Cada nuevo objeto que conocemos nos abre extensos horizontes y campos misteriosos donde se nos aparecen mil y mil enigmas, pidiendo a nuestro espíritu que los descifre.
No bien se supo que había un dilatadísimo continente, separado de las costas occidentales de Europa y África por un ancho océano, y del oriente de Asia por otro océano más ancho, la esfinge que tiene obsesas las almas pensadoras, el demonio tentador que nos excita a investigar y a discurrir, nos hizo esta pregunta: ¿Cómo se ha poblado América? Muchas respuestas se le han dado, sin que ninguna nos satisfaga y aquiete; pero como bastantes nos deleitan por ingeniosas, no me parece que esté mal exponerlas aquí en resumen.
Sin duda que, si imaginásemos y creyésemos que los hombres habían aparecido en diversos puntos de la Tierra, no sería necesario cavilar sobre cómo fueron peregrinando, a fin de poblarla toda; pero esto, según se dice, no puede aceptarse porque se opone a la fraternidad humana, dogma importantísimo en la religión que sirve de base a la civilización europea.

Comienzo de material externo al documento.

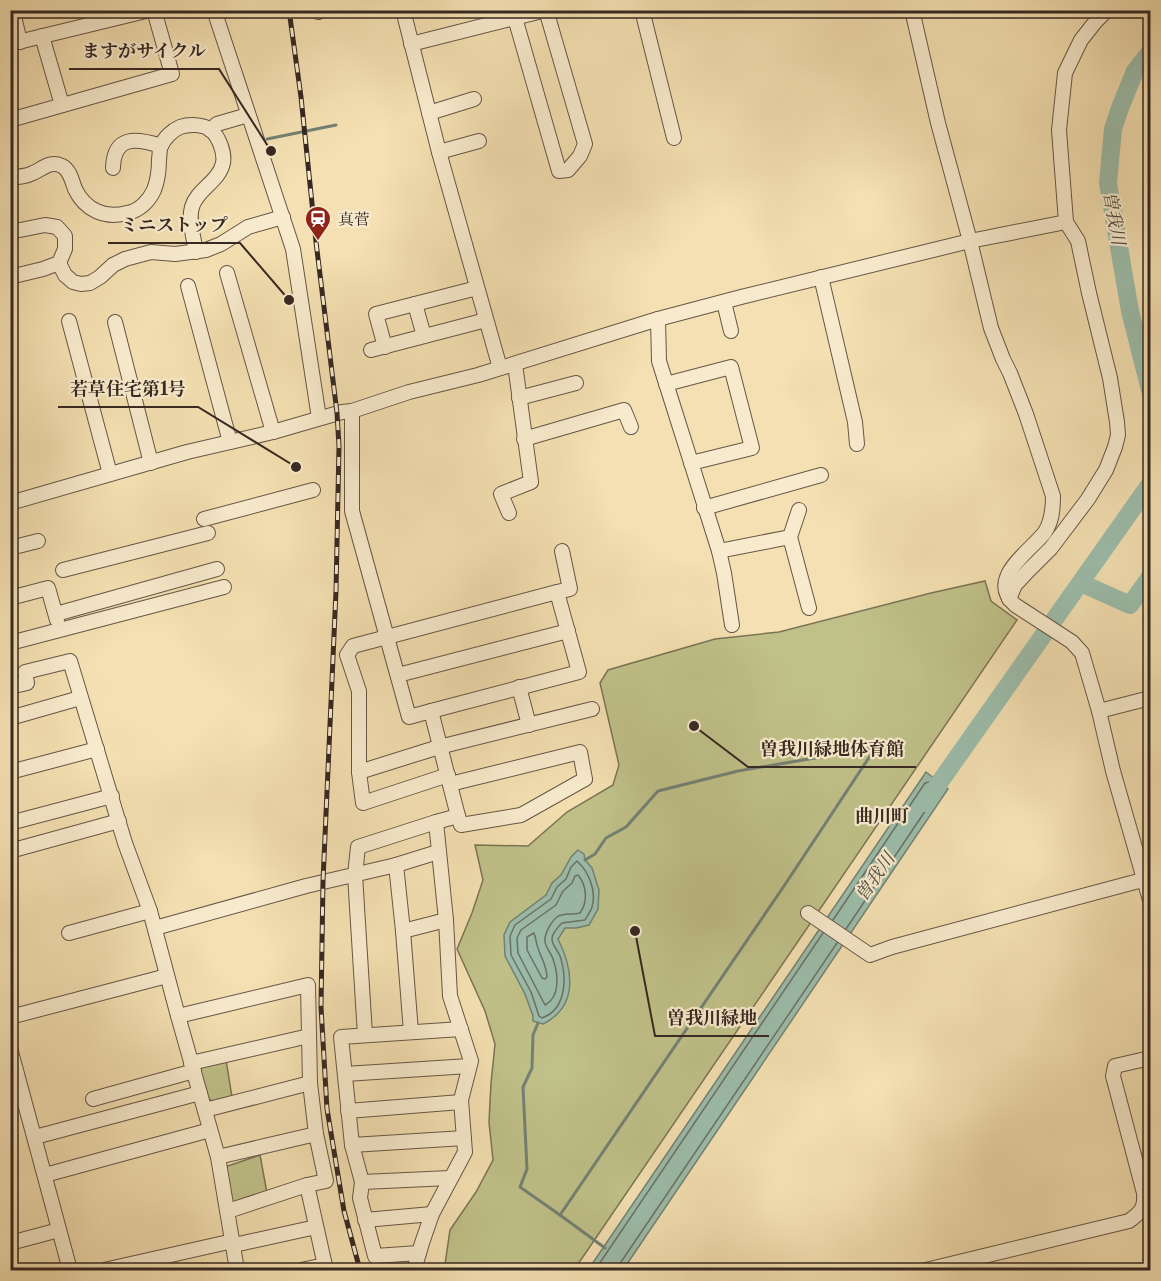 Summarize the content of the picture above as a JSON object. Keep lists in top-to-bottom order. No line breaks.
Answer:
{"districts":["曲川町"],"water":["曽我川"],"places":{"other":["ますがサイクル","ミニストップ","若草住宅第1号","曽我川緑地体育館","曽我川緑地"],"station":["真菅"]}} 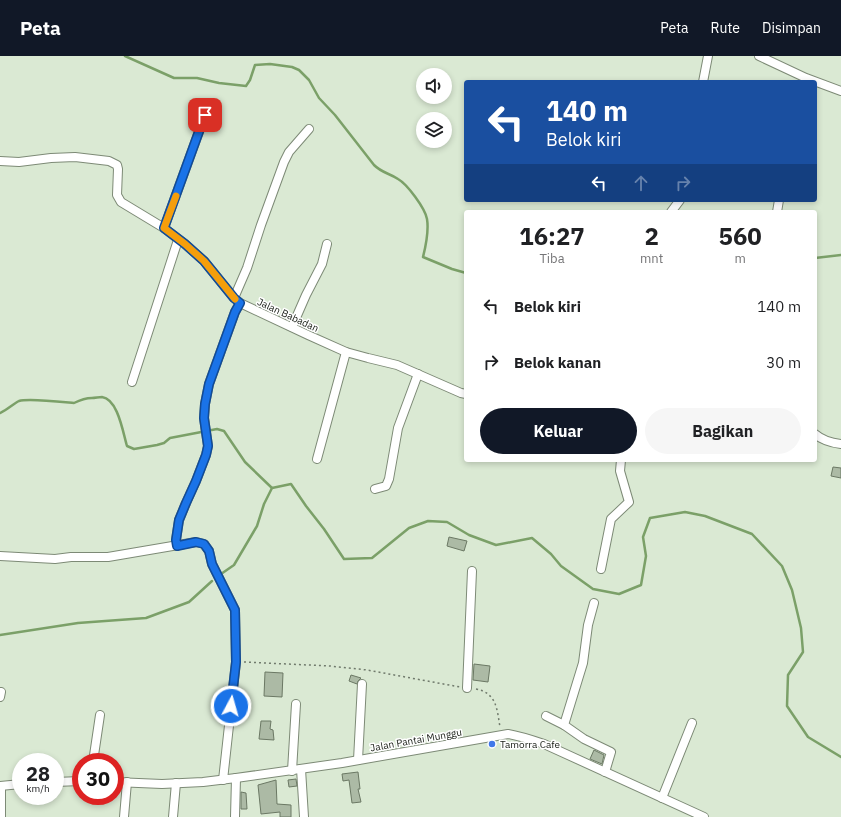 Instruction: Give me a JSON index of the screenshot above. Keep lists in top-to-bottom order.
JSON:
{
  "streets": {
    "street": ["Jalan Babadan", "Jalan Pantai Munggu"]
  },
  "places": ["Tamorra Cafe"],
  "page": {
    "header": "Peta",
    "nav": ["Peta", "Rute", "Disimpan"],
    "turn": ["140 m", "Belok kiri"],
    "eta": [
      "16:27",
      "Tiba",
      "2",
      "mnt",
      "560",
      "m"
    ],
    "list": [
      {
        "name": "Belok kiri",
        "value": "140 m"
      },
      {
        "name": "Belok kanan",
        "value": "30 m"
      }
    ],
    "buttons": ["Keluar", "Bagikan"],
    "speed": "28 km/h",
    "limit": "30"
  }
} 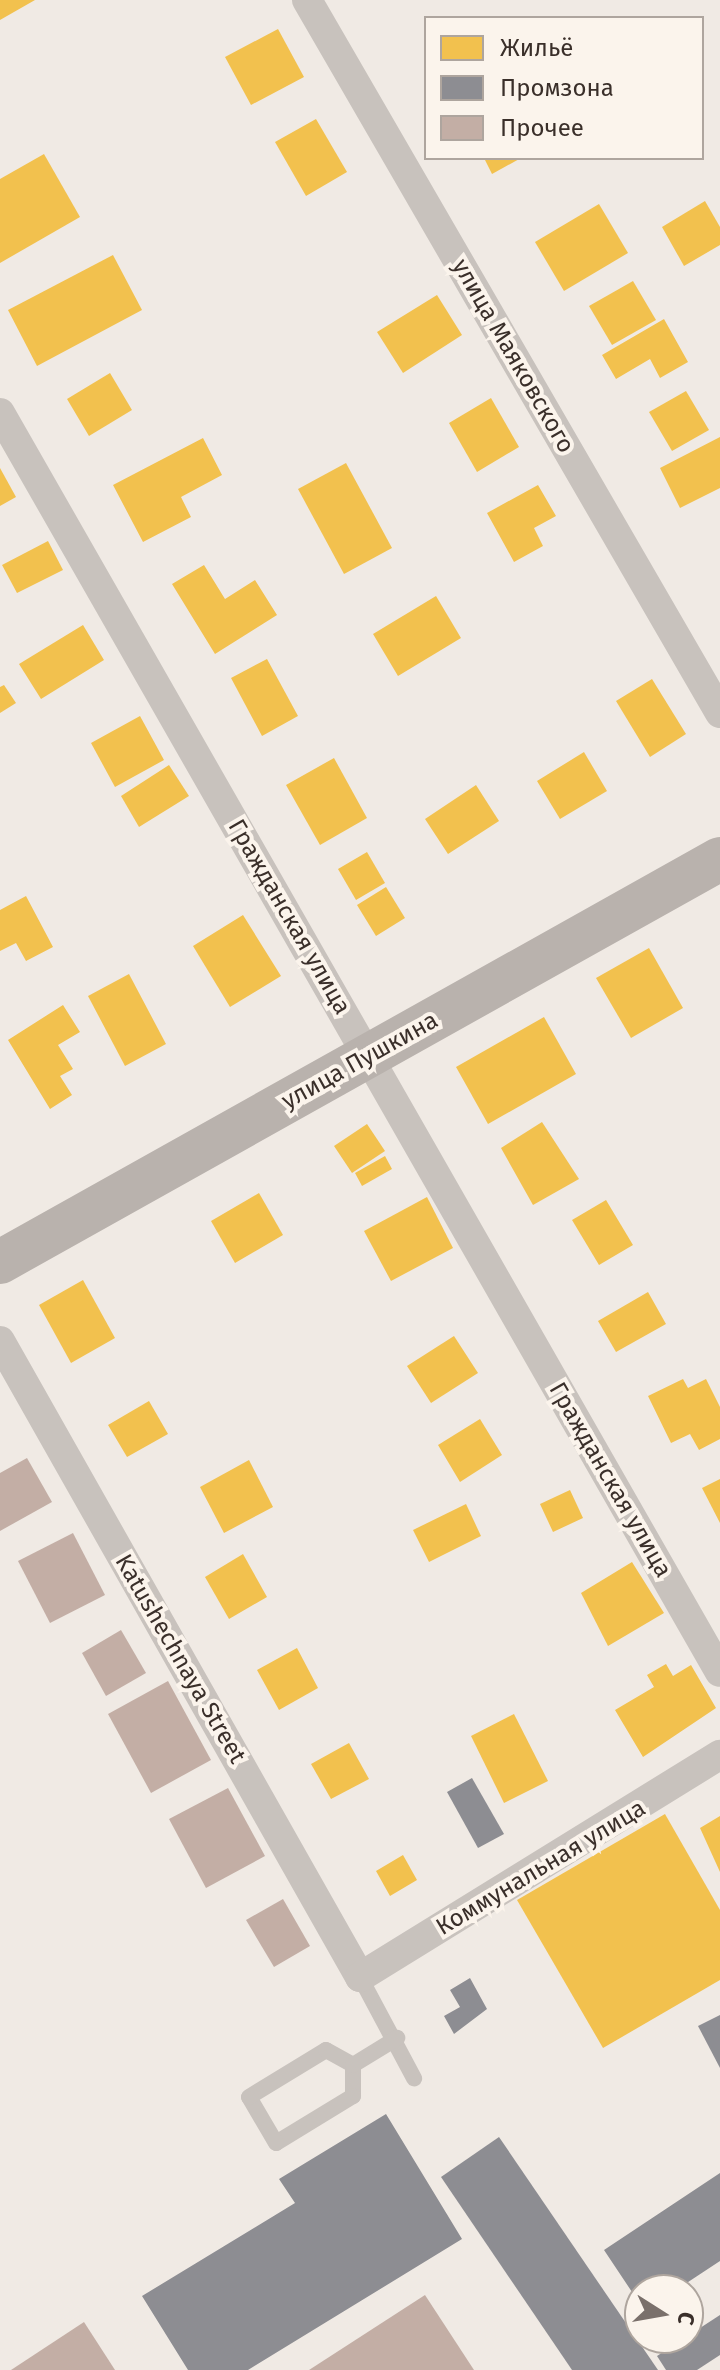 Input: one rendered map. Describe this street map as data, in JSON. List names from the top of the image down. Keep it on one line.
{"streets":{"street":["улица Маяковского","Гражданская улица","улица Пушкина","Katushechnaya Street","Коммунальная улица"]},"crossings":[["Гражданская улица","улица Пушкина"],["Katushechnaya Street","Коммунальная улица"]],"legend":["Жильё","Промзона","Прочее"],"north":"right"}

No me incumbe explicar en este sitio cómo el saber experimental o si se quiere, la opinión de los sabios más ilustres, coincide con el dogmatismo de la Iglesia en afirmar la unidad de origen de nuestro linaje. Lo que sí considero indiscutible es que en las edades pasadas, los pensadores no se detenían tanto como ahora en ver si sus asertos contradecían o no los de la fe. Estaba ésta tan arraigada y tan firme, que nada era bastante a conmoverla.
La imaginación daba por realidad todos sus ensueños, y cuando el ensueño no se apoyaba en la religión para pasar por realidad, rara vez la religión se oponía que pasase por realidad el ensueño. Al contrario: ¿qué es aquello que por inaudito y maravilloso no quepa dentro de la omnipotencia divina y no valga para ensalzarla? Lo posible, pues no tenía límites, y no había cosa que no se aceptase como verdad, candorosamente, para mayor alabanza y gloria del Creador de todo.

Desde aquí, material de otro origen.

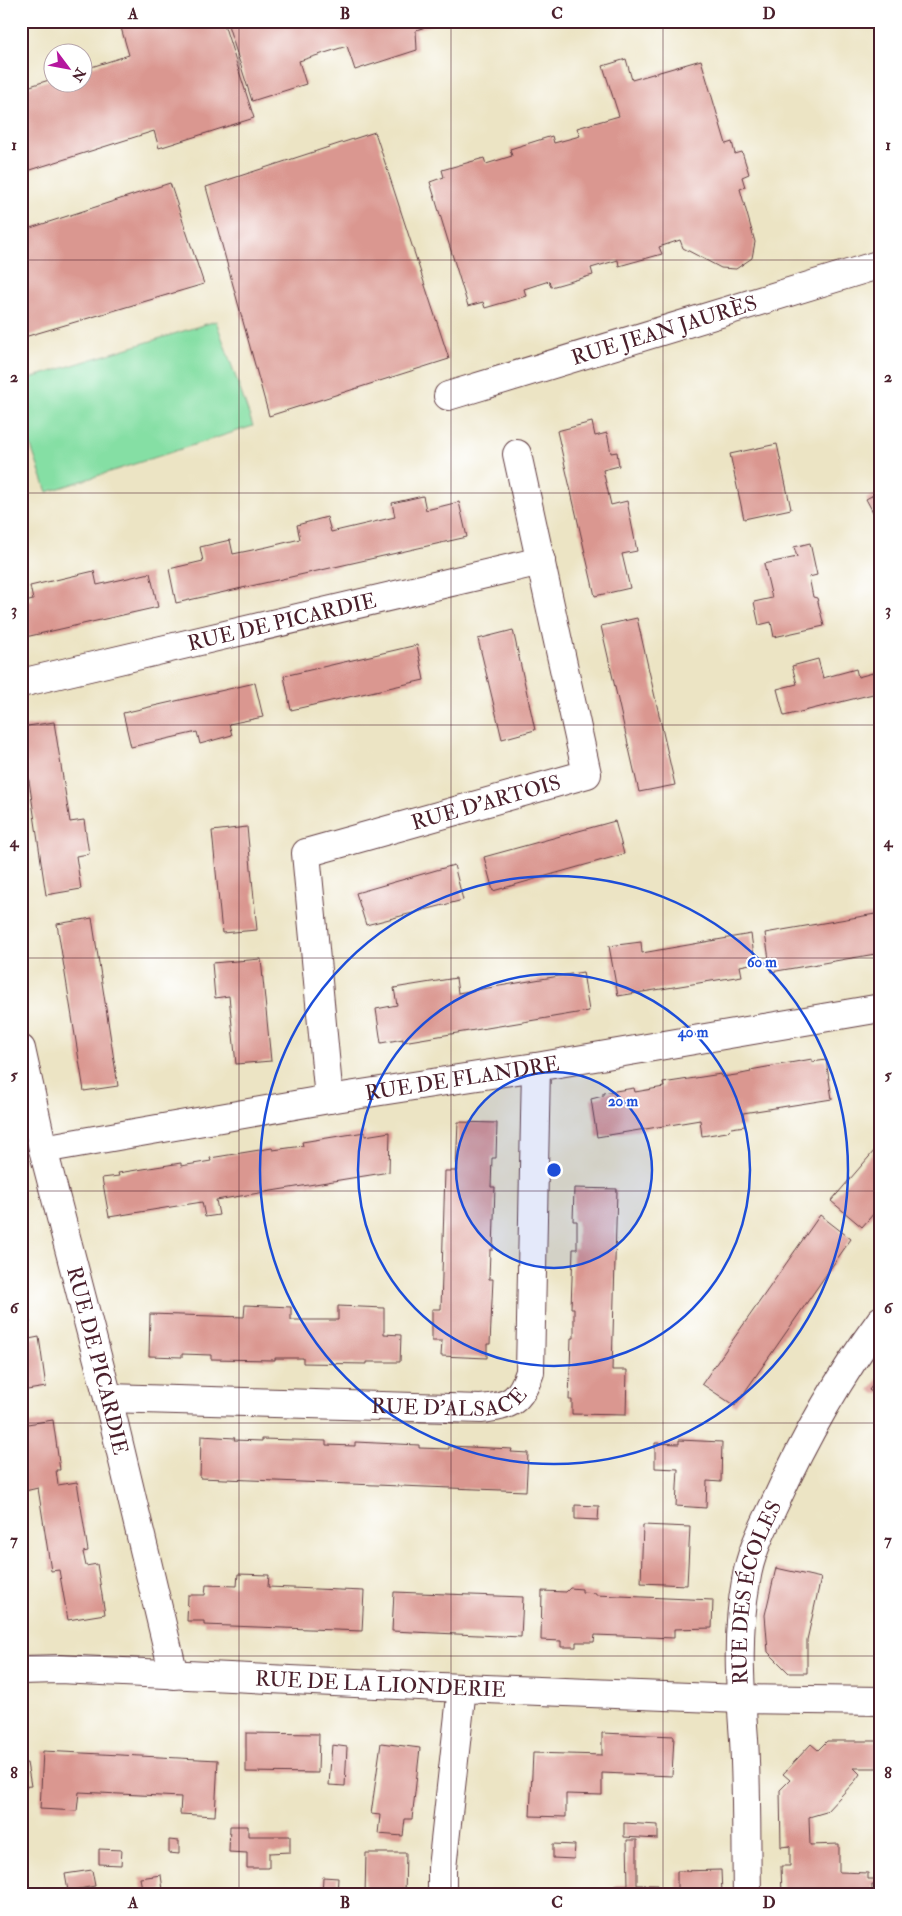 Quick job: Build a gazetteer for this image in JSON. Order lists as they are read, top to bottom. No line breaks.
{"streets":{"street":["RUE JEAN JAURÈS","RUE DE PICARDIE","RUE D'ARTOIS","RUE DE FLANDRE","RUE D'ALSACE","RUE DES ÉCOLES","RUE DE LA LIONDERIE"]},"crossings":[["RUE DE PICARDIE","RUE D'ARTOIS"],["RUE DE PICARDIE","RUE DE FLANDRE"],["RUE DE PICARDIE","RUE D'ALSACE"],["RUE DE PICARDIE","RUE DE LA LIONDERIE"],["RUE D'ARTOIS","RUE DE FLANDRE"],["RUE DE FLANDRE","RUE D'ALSACE"],["RUE DES ÉCOLES","RUE DE LA LIONDERIE"]],"north":"bottom right","grid":{"columns":["A","B","C","D"],"rows":["1","2","3","4","5","6","7","8"]},"rings":["60 m","40 m","20 m"]}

Esta predisposición de los espíritus prevaleció en la Edad Media y persistió en la época del Renacimiento, y aun, durante el siglo XVII, casi hasta nuestros días. La exploración de tierras y mares y el testimonio ocular de los viajeros no bastaron a acabar de súbito con los seres prodigiosos. Para darles albergue siempre quedaban inexploradas comarcas, insuperables cordilleras, islas remotas y selvas esquivas. Duró, pues, mucho tiempo la persuasión, apenas tildada de herética, de que hubo y hay tribus castas y naciones, que no deben proceder de Adán y de Eva, como no se suponga en nuestros primeros padres (y no faltó quien lo supusiese) una virtud generadora pasmosamente multiforme, o en los diversos climas cierto vigor irresistible para transformar la condición natural del hombre primitivo, o en éste rara afición en enlaces híbridos y la capacidad de hacerlos fecundos.

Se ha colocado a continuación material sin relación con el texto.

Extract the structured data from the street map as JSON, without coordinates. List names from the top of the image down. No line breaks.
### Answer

Pocos hombres, aun entre los más estudiosos e ilustrados, llegan hasta el extremo de esceptismo de negar la existencia de los gigantes. Luis Vives habla de un colmillo de san Cristóbal que era tan grueso como su puño; y el padre Fuente de la Peña tuvo en la mano una muela de otro gigante, la cual pesaba siete libras. Pero todo ello era pequeñez comparándolo con la enormidad de otro gigante del tiempo de Moisés, de quien el citado padre nos habla; porque «siendo Moisés —dice— de estatura de diez codos, y teniendo en su mano una pica de otros diez codos, y dando un salto de otros diez codos, solo alcanzó a herir a dicho gigante en el tobillo, de que se puede rastrear la longitud que tendría». «Y aun considerando corta la ponderación —añade el padre—, apoyado en texto del Abulense, que, años después, cierto cazador perseguía a un ciervo que se entró por la canilla de una pierna de dicho gigante, y, el tal cazador, a caballo, siguió al ciervo y corrió en su alcance seis horas por la canilla.» Verdad es que el padre y el mismo Abulense tienen sus dudas acerca de la exactitud de esto último, aunque no lo juzgan imposible.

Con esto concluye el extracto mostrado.